The current invention is regarding an electrical slip ring system for high speed applications, which require slip rings to operate at speeds more than 60,000 RPM. It consists of multiple single stage slip rings and multiple gear devices, where all the stators, except the last one, are rotational. The speed limit on the slip ring market, by using the advanced fiber brush bundles, is about 10,000 RPM without cooling, or lubricating. The basic idea is that by designing gears, we can always can make sure the relative speed between the rotor and the stator in each stage is <=10000 rpm.

Claims

1. A slip ring system for high speed applications, comprising: first and second single stage slip rings; a first gear assembly connected to the first and second single stage slip rings, each of the first and second single stage slip rings further comprising: a ring assembly; a brush assembly; a ring holder for mounting ring assembly; a brush holder for mounting brush assembly; wherein the ring holder is rotatable relative to the brush holder; wherein the first and second single stage slip rings is connected in series sequence so that the brush holder in a first stage is mechanically connected to the ring holder of a second stage with the first gear assembly, and an output cable assembly of the first stage is connected with an input cable assembly of the second stage.

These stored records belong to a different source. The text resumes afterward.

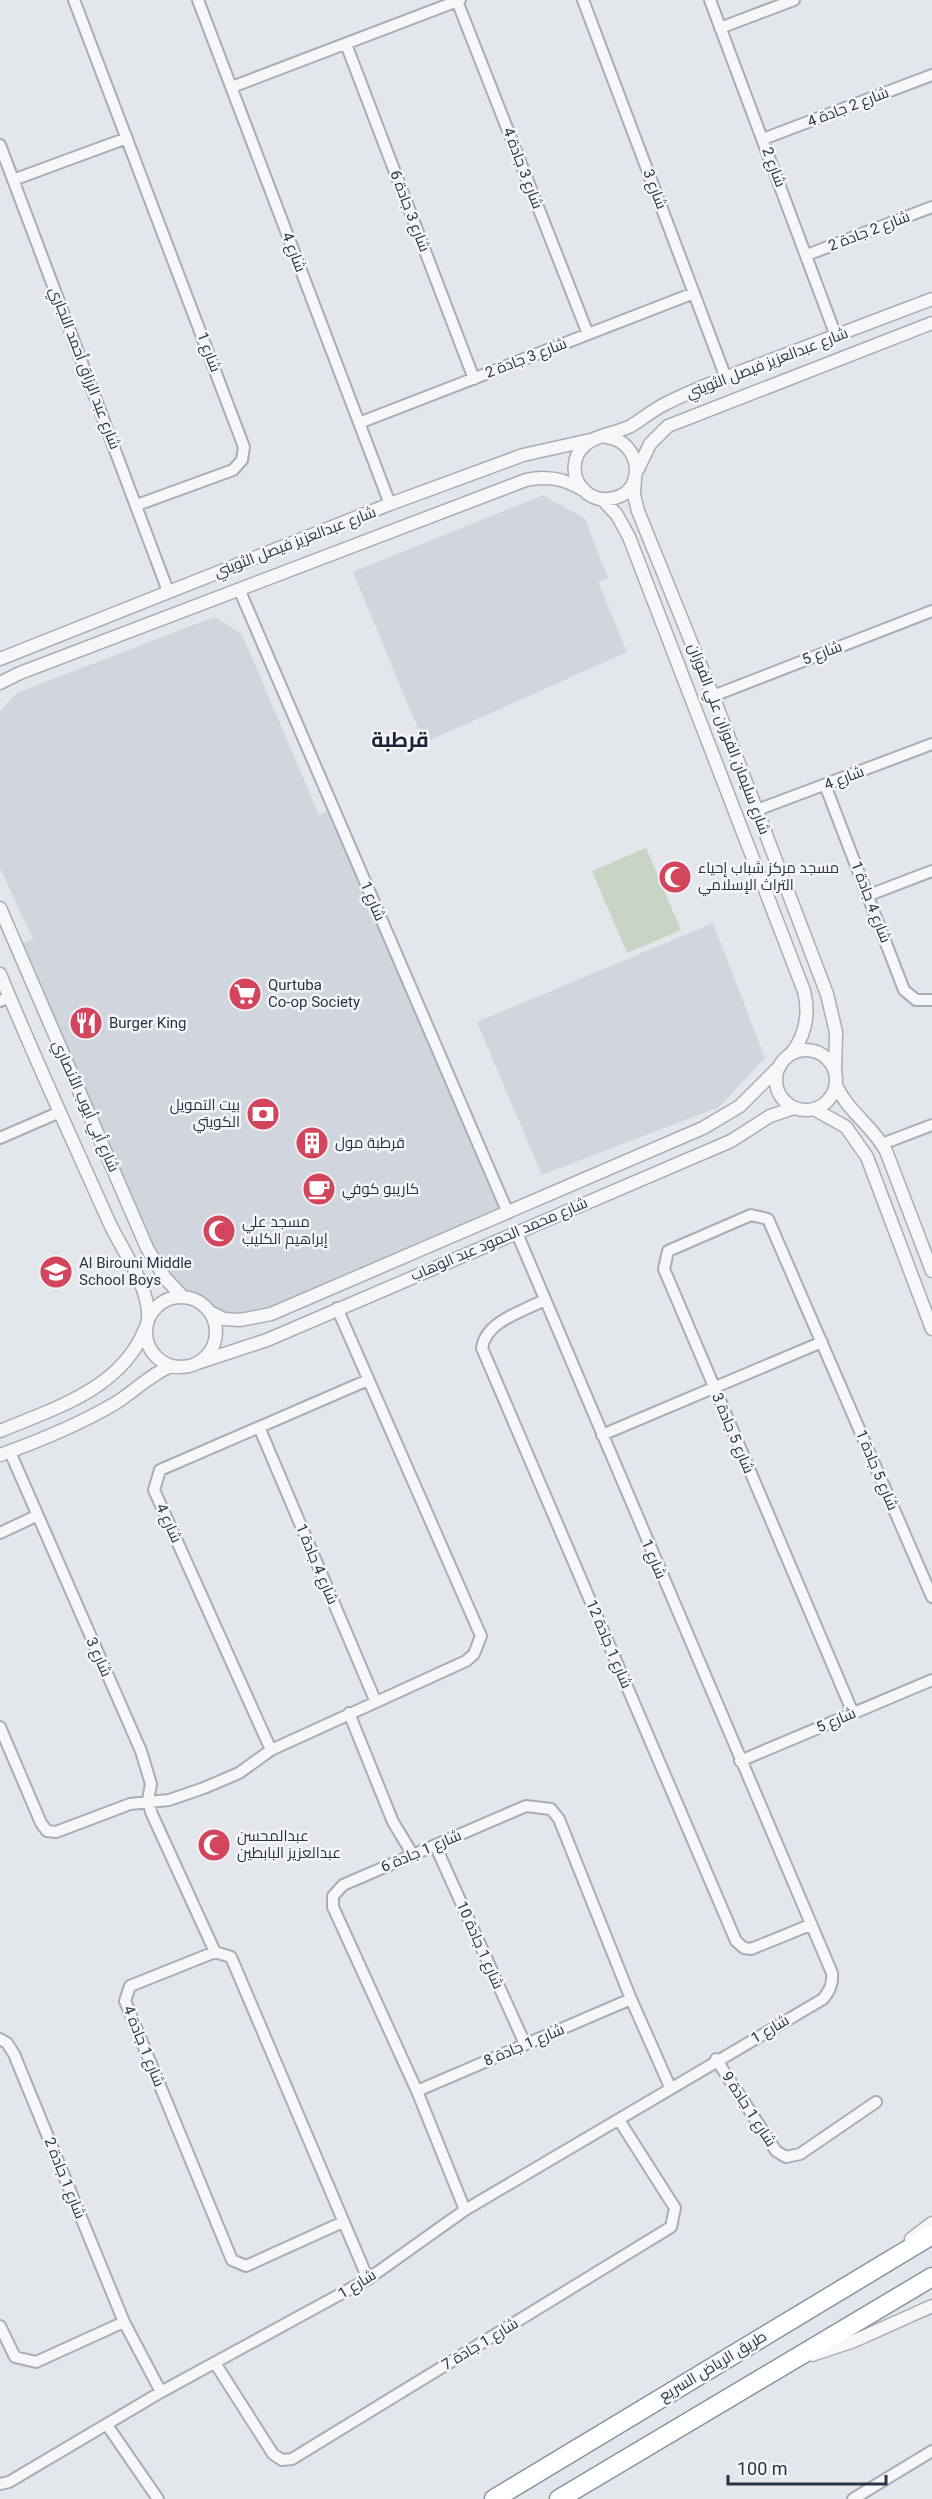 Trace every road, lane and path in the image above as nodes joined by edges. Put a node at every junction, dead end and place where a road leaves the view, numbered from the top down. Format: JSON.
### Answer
{"nodes":[{"id":1,"x":74,"y":0,"type":"edge"},
{"id":2,"x":198,"y":0,"type":"edge"},
{"id":3,"x":583,"y":0,"type":"edge"},
{"id":4,"x":710,"y":0,"type":"edge"},
{"id":5,"x":794,"y":0,"type":"edge"},
{"id":6,"x":458,"y":1,"type":"edge"},
{"id":7,"x":720,"y":28,"type":"junction"},
{"id":8,"x":346,"y":44,"type":"junction"},
{"id":9,"x":932,"y":75,"type":"edge"},
{"id":10,"x":231,"y":87,"type":"junction"},
{"id":11,"x":127,"y":138,"type":"junction"},
{"id":12,"x":763,"y":139,"type":"junction"},
{"id":13,"x":0,"y":145,"type":"edge"},
{"id":14,"x":13,"y":180,"type":"junction"},
{"id":15,"x":932,"y":207,"type":"edge"},
{"id":16,"x":807,"y":255,"type":"junction"},
{"id":17,"x":694,"y":293,"type":"junction"},
{"id":18,"x":932,"y":299,"type":"edge"},
{"id":19,"x":932,"y":323,"type":"edge"},
{"id":20,"x":588,"y":334,"type":"junction"},
{"id":21,"x":836,"y":336,"type":"junction"},
{"id":22,"x":726,"y":378,"type":"junction"},
{"id":23,"x":474,"y":379,"type":"junction"},
{"id":24,"x":359,"y":423,"type":"junction"},
{"id":25,"x":600,"y":438,"type":"junction"},
{"id":26,"x":636,"y":476,"type":"junction"},
{"id":27,"x":585,"y":491,"type":"junction"},
{"id":28,"x":602,"y":499,"type":"junction"},
{"id":29,"x":390,"y":504,"type":"junction"},
{"id":30,"x":137,"y":505,"type":"junction"},
{"id":31,"x":667,"y":580,"type":"junction"},
{"id":32,"x":648,"y":586,"type":"junction"},
{"id":33,"x":239,"y":589,"type":"junction"},
{"id":34,"x":168,"y":591,"type":"junction"},
{"id":35,"x":932,"y":611,"type":"edge"},
{"id":36,"x":0,"y":659,"type":"edge"},
{"id":37,"x":0,"y":683,"type":"edge"},
{"id":38,"x":712,"y":696,"type":"junction"},
{"id":39,"x":932,"y":744,"type":"edge"},
{"id":40,"x":825,"y":785,"type":"junction"},
{"id":41,"x":757,"y":810,"type":"junction"},
{"id":42,"x":932,"y":871,"type":"edge"},
{"id":43,"x":869,"y":895,"type":"junction"},
{"id":44,"x":0,"y":908,"type":"edge"},
{"id":45,"x":0,"y":974,"type":"edge"},
{"id":46,"x":5,"y":999,"type":"edge"},
{"id":47,"x":932,"y":1000,"type":"edge"},
{"id":48,"x":791,"y":1054,"type":"junction"},
{"id":49,"x":780,"y":1066,"type":"junction"},
{"id":50,"x":835,"y":1071,"type":"junction"},
{"id":51,"x":836,"y":1085,"type":"junction"},
{"id":52,"x":794,"y":1107,"type":"junction"},
{"id":53,"x":814,"y":1109,"type":"junction"},
{"id":54,"x":60,"y":1112,"type":"junction"},
{"id":55,"x":932,"y":1125,"type":"edge"},
{"id":56,"x":0,"y":1137,"type":"edge"},
{"id":57,"x":882,"y":1144,"type":"junction"},
{"id":58,"x":508,"y":1213,"type":"junction"},
{"id":59,"x":768,"y":1219,"type":"joint"},
{"id":60,"x":516,"y":1231,"type":"junction"},
{"id":61,"x":932,"y":1271,"type":"edge"},
{"id":62,"x":183,"y":1297,"type":"junction"},
{"id":63,"x":544,"y":1300,"type":"junction"},
{"id":64,"x":337,"y":1308,"type":"junction"},
{"id":65,"x":210,"y":1312,"type":"junction"},
{"id":66,"x":147,"y":1322,"type":"junction"},
{"id":67,"x":932,"y":1329,"type":"edge"},
{"id":68,"x":822,"y":1342,"type":"junction"},
{"id":69,"x":200,"y":1362,"type":"junction"},
{"id":70,"x":171,"y":1366,"type":"junction"},
{"id":71,"x":368,"y":1380,"type":"junction"},
{"id":72,"x":714,"y":1387,"type":"junction"},
{"id":73,"x":259,"y":1427,"type":"junction"},
{"id":74,"x":0,"y":1431,"type":"edge"},
{"id":75,"x":602,"y":1435,"type":"junction"},
{"id":76,"x":5,"y":1454,"type":"edge"},
{"id":77,"x":36,"y":1516,"type":"junction"},
{"id":78,"x":0,"y":1533,"type":"edge"},
{"id":79,"x":932,"y":1597,"type":"edge"},
{"id":80,"x":932,"y":1680,"type":"edge"},
{"id":81,"x":375,"y":1700,"type":"junction"},
{"id":82,"x":349,"y":1713,"type":"junction"},
{"id":83,"x":853,"y":1713,"type":"junction"},
{"id":84,"x":0,"y":1727,"type":"edge"},
{"id":85,"x":272,"y":1750,"type":"junction"},
{"id":86,"x":740,"y":1761,"type":"junction"},
{"id":87,"x":148,"y":1800,"type":"junction"},
{"id":88,"x":435,"y":1845,"type":"junction"},
{"id":89,"x":413,"y":1855,"type":"junction"},
{"id":90,"x":810,"y":1925,"type":"junction"},
{"id":91,"x":215,"y":1952,"type":"junction"},
{"id":92,"x":631,"y":1999,"type":"junction"},
{"id":93,"x":0,"y":2039,"type":"edge"},
{"id":94,"x":525,"y":2044,"type":"junction"},
{"id":95,"x":716,"y":2060,"type":"junction"},
{"id":96,"x":670,"y":2087,"type":"junction"},
{"id":97,"x":417,"y":2091,"type":"junction"},
{"id":98,"x":876,"y":2102,"type":"dead end"},
{"id":99,"x":619,"y":2120,"type":"junction"},
{"id":100,"x":465,"y":2210,"type":"junction"},
{"id":101,"x":344,"y":2222,"type":"junction"},
{"id":102,"x":932,"y":2223,"type":"edge"},
{"id":103,"x":932,"y":2235,"type":"edge"},
{"id":104,"x":862,"y":2276,"type":"junction"},
{"id":105,"x":932,"y":2277,"type":"edge"},
{"id":106,"x":368,"y":2279,"type":"junction"},
{"id":107,"x":932,"y":2306,"type":"edge"},
{"id":108,"x":124,"y":2322,"type":"junction"},
{"id":109,"x":0,"y":2326,"type":"edge"},
{"id":110,"x":785,"y":2363,"type":"junction"},
{"id":111,"x":215,"y":2364,"type":"junction"},
{"id":112,"x":161,"y":2392,"type":"junction"},
{"id":113,"x":107,"y":2425,"type":"junction"},
{"id":114,"x":932,"y":2451,"type":"edge"},
{"id":115,"x":0,"y":2484,"type":"edge"},
{"id":116,"x":158,"y":2499,"type":"edge"},
{"id":117,"x":494,"y":2499,"type":"edge"},
{"id":118,"x":559,"y":2499,"type":"edge"},
{"id":119,"x":853,"y":2499,"type":"edge"}],
"edges":[{"from":1,"to":11,"type":"street","name":"شارع 1"},
{"from":2,"to":10,"type":"street","name":"شارع 4"},
{"from":3,"to":17,"type":"street","name":"شارع 3"},
{"from":4,"to":7,"type":"street","name":"شارع 2"},
{"from":5,"to":7,"type":"street"},
{"from":6,"to":8,"type":"street"},
{"from":6,"to":20,"type":"street","name":"شارع 3 جادة 4"},
{"from":7,"to":12,"type":"street","name":"شارع 2"},
{"from":8,"to":10,"type":"street"},
{"from":8,"to":23,"type":"street","name":"شارع 3 جادة 6"},
{"from":9,"to":12,"type":"street","name":"شارع 2 جادة 4"},
{"from":10,"to":24,"type":"street","name":"شارع 4"},
{"from":11,"to":14,"type":"street"},
{"from":11,"to":30,"type":"street","name":"شارع 1"},
{"from":12,"to":16,"type":"street","name":"شارع 2"},
{"from":13,"to":14,"type":"street","name":"شارع عبد الرزاق أحمد النجاري"},
{"from":14,"to":30,"type":"street","name":"شارع عبد الرزاق أحمد النجاري"},
{"from":15,"to":16,"type":"street","name":"شارع 2 جادة 2"},
{"from":16,"to":21,"type":"street","name":"شارع 2"},
{"from":17,"to":20,"type":"street","name":"شارع 3 جادة 2"},
{"from":17,"to":22,"type":"street","name":"شارع 3"},
{"from":18,"to":21,"type":"street","name":"شارع عبدالعزيز فيصل الثويني"},
{"from":19,"to":26,"type":"street","name":"شارع عبدالعزيز فيصل الثويني"},
{"from":20,"to":23,"type":"street","name":"شارع 3 جادة 2"},
{"from":21,"to":22,"type":"street","name":"شارع عبدالعزيز فيصل الثويني"},
{"from":22,"to":25,"type":"street","name":"شارع عبدالعزيز فيصل الثويني"},
{"from":23,"to":24,"type":"street","name":"شارع 3 جادة 2"},
{"from":24,"to":29,"type":"street","name":"شارع 4"},
{"from":25,"to":26,"type":"street"},
{"from":25,"to":27,"type":"street"},
{"from":25,"to":29,"type":"street","name":"شارع عبدالعزيز فيصل الثويني"},
{"from":26,"to":28,"type":"street"},
{"from":26,"to":31,"type":"street","name":"شارع سليمان الفوزان علي الفوزان"},
{"from":27,"to":28,"type":"street"},
{"from":27,"to":33,"type":"street","name":"شارع عبدالعزيز فيصل الثويني"},
{"from":28,"to":32,"type":"street","name":"شارع سليمان الفوزان علي الفوزان"},
{"from":29,"to":34,"type":"street","name":"شارع عبدالعزيز فيصل الثويني"},
{"from":30,"to":34,"type":"street","name":"شارع عبد الرزاق أحمد النجاري"},
{"from":31,"to":32,"type":"street"},
{"from":31,"to":38,"type":"street","name":"شارع سليمان الفوزان علي الفوزان"},
{"from":32,"to":48,"type":"street","name":"شارع سليمان الفوزان علي الفوزان"},
{"from":33,"to":37,"type":"street","name":"شارع عبدالعزيز فيصل الثويني"},
{"from":33,"to":58,"type":"street","name":"شارع 1"},
{"from":34,"to":36,"type":"street","name":"شارع عبدالعزيز فيصل الثويني"},
{"from":35,"to":38,"type":"street","name":"شارع 5"},
{"from":38,"to":41,"type":"street","name":"شارع سليمان الفوزان علي الفوزان"},
{"from":39,"to":40,"type":"street","name":"شارع 4"},
{"from":40,"to":41,"type":"street","name":"شارع 4"},
{"from":40,"to":43,"type":"street","name":"شارع 4 جادة 1"},
{"from":41,"to":50,"type":"street","name":"شارع سليمان الفوزان علي الفوزان"},
{"from":42,"to":43,"type":"street"},
{"from":43,"to":47,"type":"street","name":"شارع 4 جادة 1"},
{"from":44,"to":62,"type":"street","name":"شارع أبي أيوب الأنصاري"},
{"from":45,"to":46,"type":"street","name":"شارع أبي أيوب الأنصاري"},
{"from":46,"to":54,"type":"street","name":"شارع أبي أيوب الأنصاري"},
{"from":48,"to":49,"type":"street"},
{"from":48,"to":50,"type":"street"},
{"from":49,"to":52,"type":"street"},
{"from":49,"to":58,"type":"street","name":"شارع محمد الحمود عبد الوهاب"},
{"from":50,"to":51,"type":"street"},
{"from":51,"to":53,"type":"street"},
{"from":51,"to":57,"type":"street"},
{"from":52,"to":53,"type":"street"},
{"from":52,"to":60,"type":"street","name":"شارع محمد الحمود عبد الوهاب"},
{"from":53,"to":67,"type":"street"},
{"from":54,"to":56,"type":"street"},
{"from":54,"to":66,"type":"street","name":"شارع أبي أيوب الأنصاري"},
{"from":55,"to":57,"type":"street"},
{"from":57,"to":61,"type":"street"},
{"from":58,"to":65,"type":"street","name":"شارع محمد الحمود عبد الوهاب"},
{"from":59,"to":68,"type":"street","name":"شارع 5 جادة 1"},
{"from":59,"to":72,"type":"street","name":"شارع 5 جادة 3"},
{"from":60,"to":63,"type":"street","name":"شارع 1"},
{"from":60,"to":64,"type":"street","name":"شارع محمد الحمود عبد الوهاب"},
{"from":62,"to":65,"type":"street"},
{"from":62,"to":66,"type":"street"},
{"from":63,"to":75,"type":"street","name":"شارع 1"},
{"from":63,"to":90,"type":"street","name":"شارع 1 جادة 12"},
{"from":64,"to":69,"type":"street","name":"شارع محمد الحمود عبد الوهاب"},
{"from":64,"to":71,"type":"street"},
{"from":65,"to":69,"type":"street"},
{"from":66,"to":70,"type":"street"},
{"from":66,"to":74,"type":"street"},
{"from":68,"to":72,"type":"street"},
{"from":68,"to":79,"type":"street","name":"شارع 5 جادة 1"},
{"from":69,"to":70,"type":"street"},
{"from":70,"to":76,"type":"street"},
{"from":71,"to":73,"type":"street","name":"شارع 4"},
{"from":71,"to":81,"type":"street"},
{"from":72,"to":75,"type":"street"},
{"from":72,"to":83,"type":"street","name":"شارع 5 جادة 3"},
{"from":73,"to":81,"type":"street","name":"شارع 4 جادة 1"},
{"from":73,"to":85,"type":"street","name":"شارع 4"},
{"from":75,"to":86,"type":"street","name":"شارع 1"},
{"from":76,"to":77,"type":"street","name":"شارع 3"},
{"from":77,"to":78,"type":"street"},
{"from":77,"to":87,"type":"street","name":"شارع 3"},
{"from":80,"to":83,"type":"street","name":"شارع 5"},
{"from":81,"to":82,"type":"street"},
{"from":82,"to":85,"type":"street"},
{"from":82,"to":89,"type":"street"},
{"from":83,"to":86,"type":"street","name":"شارع 5"},
{"from":84,"to":87,"type":"street"},
{"from":85,"to":87,"type":"street"},
{"from":86,"to":90,"type":"street","name":"شارع 1"},
{"from":87,"to":91,"type":"street","name":"شارع 3"},
{"from":88,"to":89,"type":"street","name":"شارع 1 جادة 6"},
{"from":88,"to":92,"type":"street","name":"شارع 1 جادة 6"},
{"from":88,"to":94,"type":"street","name":"شارع 1 جادة 10"},
{"from":89,"to":97,"type":"street","name":"شارع 1 جادة 6"},
{"from":90,"to":95,"type":"street","name":"شارع 1"},
{"from":91,"to":101,"type":"street"},
{"from":91,"to":101,"type":"street","name":"شارع 1 جادة 4"},
{"from":92,"to":94,"type":"street","name":"شارع 1 جادة 8"},
{"from":92,"to":96,"type":"street","name":"شارع 1 جادة 6"},
{"from":93,"to":108,"type":"street","name":"شارع 1 جادة 2"},
{"from":94,"to":97,"type":"street","name":"شارع 1 جادة 8"},
{"from":95,"to":96,"type":"street","name":"شارع 1"},
{"from":95,"to":98,"type":"street","name":"شارع 1 جادة 9"},
{"from":96,"to":99,"type":"street","name":"شارع 1"},
{"from":97,"to":100,"type":"street","name":"شارع 1 جادة 6"},
{"from":99,"to":100,"type":"street","name":"شارع 1"},
{"from":99,"to":111,"type":"street","name":"شارع 1 جادة 7"},
{"from":100,"to":106,"type":"street","name":"شارع 1"},
{"from":101,"to":106,"type":"street"},
{"from":102,"to":104,"type":"street"},
{"from":103,"to":104,"type":"highway","name":"طريق الرياض السريع"},
{"from":104,"to":117,"type":"highway","name":"طريق الرياض السريع"},
{"from":105,"to":110,"type":"highway"},
{"from":106,"to":111,"type":"street","name":"شارع 1"},
{"from":107,"to":110,"type":"street"},
{"from":108,"to":109,"type":"street"},
{"from":108,"to":112,"type":"street","name":"شارع 1 جادة 2"},
{"from":110,"to":118,"type":"highway"},
{"from":111,"to":112,"type":"street","name":"شارع 1"},
{"from":112,"to":113,"type":"street","name":"شارع 1"},
{"from":113,"to":115,"type":"street","name":"شارع 1"},
{"from":113,"to":116,"type":"street"},
{"from":114,"to":119,"type":"street"}]}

2. The slip ring system for high speed applications, according to claim 1, wherein each of said first and second single stage slip rings further includes: a driven gear on said brush holder, a driving gear on said ring holder, an input cable assembly soldered on said ring assembly, an output cable assembly soldered on said brush assembly; said gears, said ring holder and said brush holder being coaxially disposed on a common axis and rotatable around said common axis.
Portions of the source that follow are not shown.